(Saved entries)
= Beginning of Section =

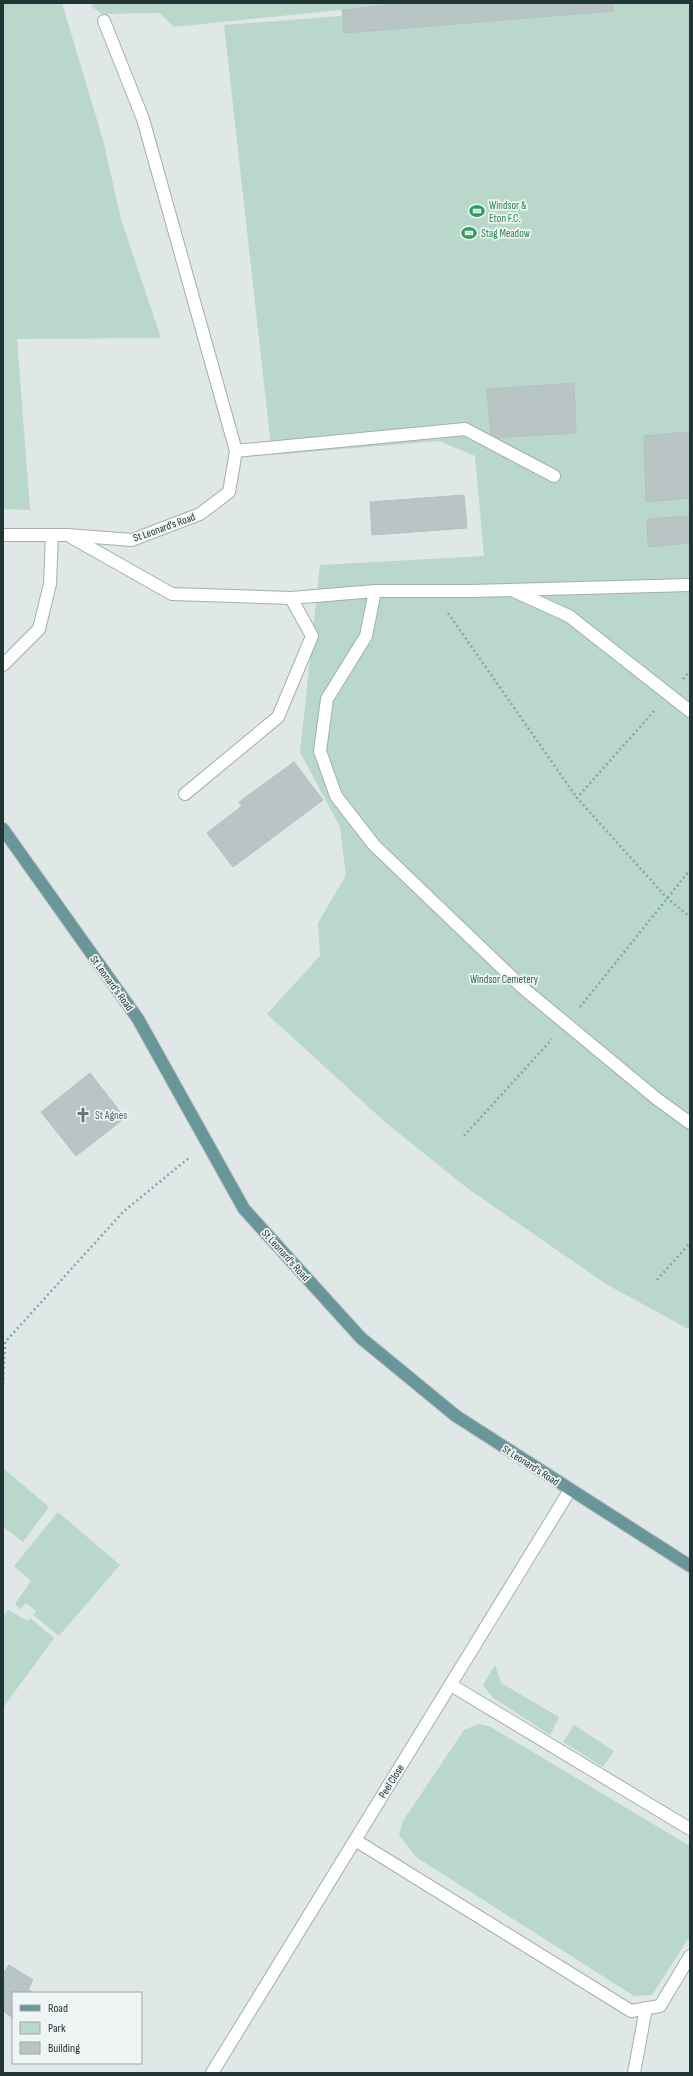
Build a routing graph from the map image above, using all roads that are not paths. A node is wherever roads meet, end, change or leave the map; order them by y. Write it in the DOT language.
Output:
graph roads {
  1 [pos="104,21"];
  2 [pos="236,452"];
  3 [pos="554,476"];
  4 [pos="3,535"];
  5 [pos="52,535"];
  6 [pos="67,535"];
  7 [pos="690,585"];
  8 [pos="511,590"];
  9 [pos="375,591"];
  10 [pos="291,598"];
  11 [pos="3,665"];
  12 [pos="690,711"];
  13 [pos="185,794"];
  14 [pos="3,830"];
  15 [pos="690,1123"];
  16 [pos="570,1490"];
  17 [pos="690,1566"];
  18 [pos="451,1685"];
  19 [pos="690,1829"];
  20 [pos="355,1840"];
  21 [pos="690,1956"];
  22 [pos="646,2008"];
  23 [pos="212,2073"];
  24 [pos="634,2073"];
  1 -- 2 [label="street"];
  2 -- 3 [label="street"];
  2 -- 6 [label="street, St Leonard's Road"];
  4 -- 5 [label="street, St Leonard's Road"];
  5 -- 6 [label="street, St Leonard's Road"];
  5 -- 11 [label="street"];
  6 -- 10 [label="street"];
  7 -- 8 [label="street"];
  8 -- 9 [label="street"];
  8 -- 12 [label="street"];
  9 -- 10 [label="street"];
  9 -- 15 [label="street"];
  10 -- 13 [label="street"];
  14 -- 16 [label="main road, St Leonard's Road"];
  16 -- 17 [label="main road, St Leonard's Road"];
  16 -- 18 [label="street, Peel Close"];
  18 -- 19 [label="street"];
  18 -- 20 [label="street, Peel Close"];
  20 -- 22 [label="street"];
  20 -- 23 [label="street, Peel Close"];
  21 -- 22 [label="street"];
  22 -- 24 [label="street"];
}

= End of Section =

▶ YOUR GOAL: The answer should consist of all lines from the records above that hold the word "Close".

▶ EXERCISE OUTPUT:
  16 -- 18 [label="street, Peel Close"];
  18 -- 20 [label="street, Peel Close"];
  20 -- 23 [label="street, Peel Close"];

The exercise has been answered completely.